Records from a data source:
•••

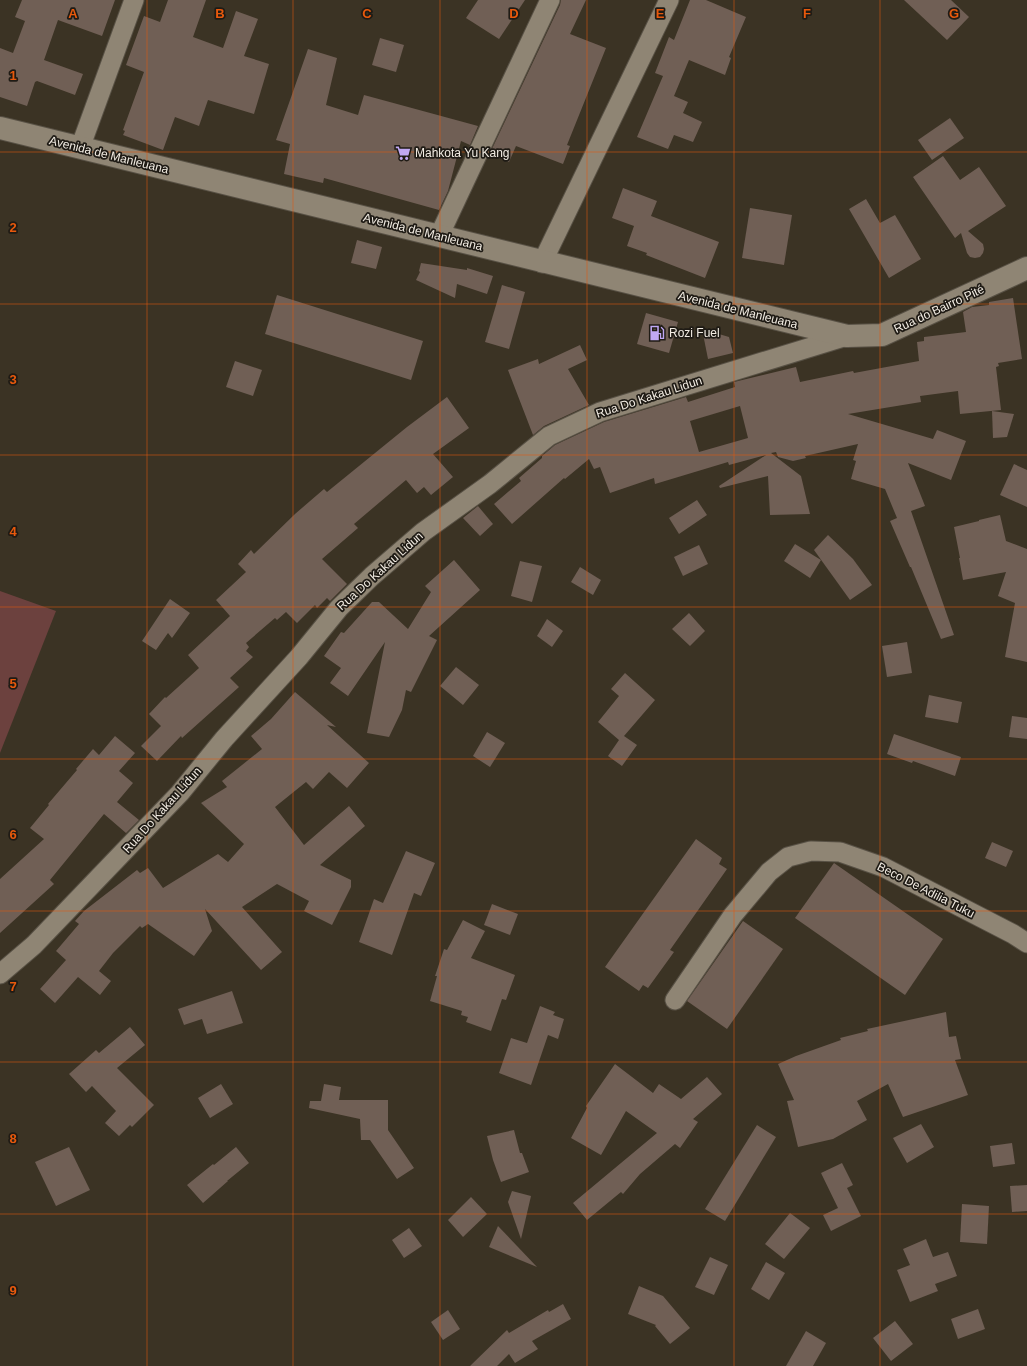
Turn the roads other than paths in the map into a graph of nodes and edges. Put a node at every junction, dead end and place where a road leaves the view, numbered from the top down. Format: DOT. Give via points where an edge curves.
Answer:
graph roads {
  1 [pos="134,0"];
  2 [pos="550,0"];
  3 [pos="669,0"];
  4 [pos="0,128"];
  5 [pos="80,148"];
  6 [pos="439,236"];
  7 [pos="542,262"];
  8 [pos="1027,268"];
  9 [pos="847,336"];
  10 [pos="1027,943"];
  11 [pos="0,974"];
  12 [pos="675,1000"];
  1 -- 5 [label="street"];
  2 -- 6 [label="street"];
  3 -- 7 [label="street"];
  4 -- 5 [label="main road, Avenida de Manleuana"];
  5 -- 6 [label="main road, Avenida de Manleuana"];
  6 -- 7 [label="main road, Avenida de Manleuana"];
  7 -- 9 [label="main road, Avenida de Manleuana"];
  8 -- 9 [label="main road, Rua do Bairro Pité" via="882,335"];
  9 -- 11 [label="street, Rua Do Kakau Lidun" via="600,412 549,436 490,484 423,532 339,608 299,657 224,739 180,794 40,939"];
  10 -- 12 [label="street, Beco De Adilia Tuku" via="883,867 840,852 811,851 788,857 769,872 733,915"];
}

•••

Omit every picture while transcribing the records above exactly.

● **Reply to the exercise**
Turn the roads other than paths in the map into a graph of nodes and edges. Put a node at every junction, dead end and place where a road leaves the view, numbered from the top down. Format: DOT. Give via points where an edge curves.
Answer:
graph roads {
  1 [pos="134,0"];
  2 [pos="550,0"];
  3 [pos="669,0"];
  4 [pos="0,128"];
  5 [pos="80,148"];
  6 [pos="439,236"];
  7 [pos="542,262"];
  8 [pos="1027,268"];
  9 [pos="847,336"];
  10 [pos="1027,943"];
  11 [pos="0,974"];
  12 [pos="675,1000"];
  1 -- 5 [label="street"];
  2 -- 6 [label="street"];
  3 -- 7 [label="street"];
  4 -- 5 [label="main road, Avenida de Manleuana"];
  5 -- 6 [label="main road, Avenida de Manleuana"];
  6 -- 7 [label="main road, Avenida de Manleuana"];
  7 -- 9 [label="main road, Avenida de Manleuana"];
  8 -- 9 [label="main road, Rua do Bairro Pité" via="882,335"];
  9 -- 11 [label="street, Rua Do Kakau Lidun" via="600,412 549,436 490,484 423,532 339,608 299,657 224,739 180,794 40,939"];
  10 -- 12 [label="street, Beco De Adilia Tuku" via="883,867 840,852 811,851 788,857 769,872 733,915"];
}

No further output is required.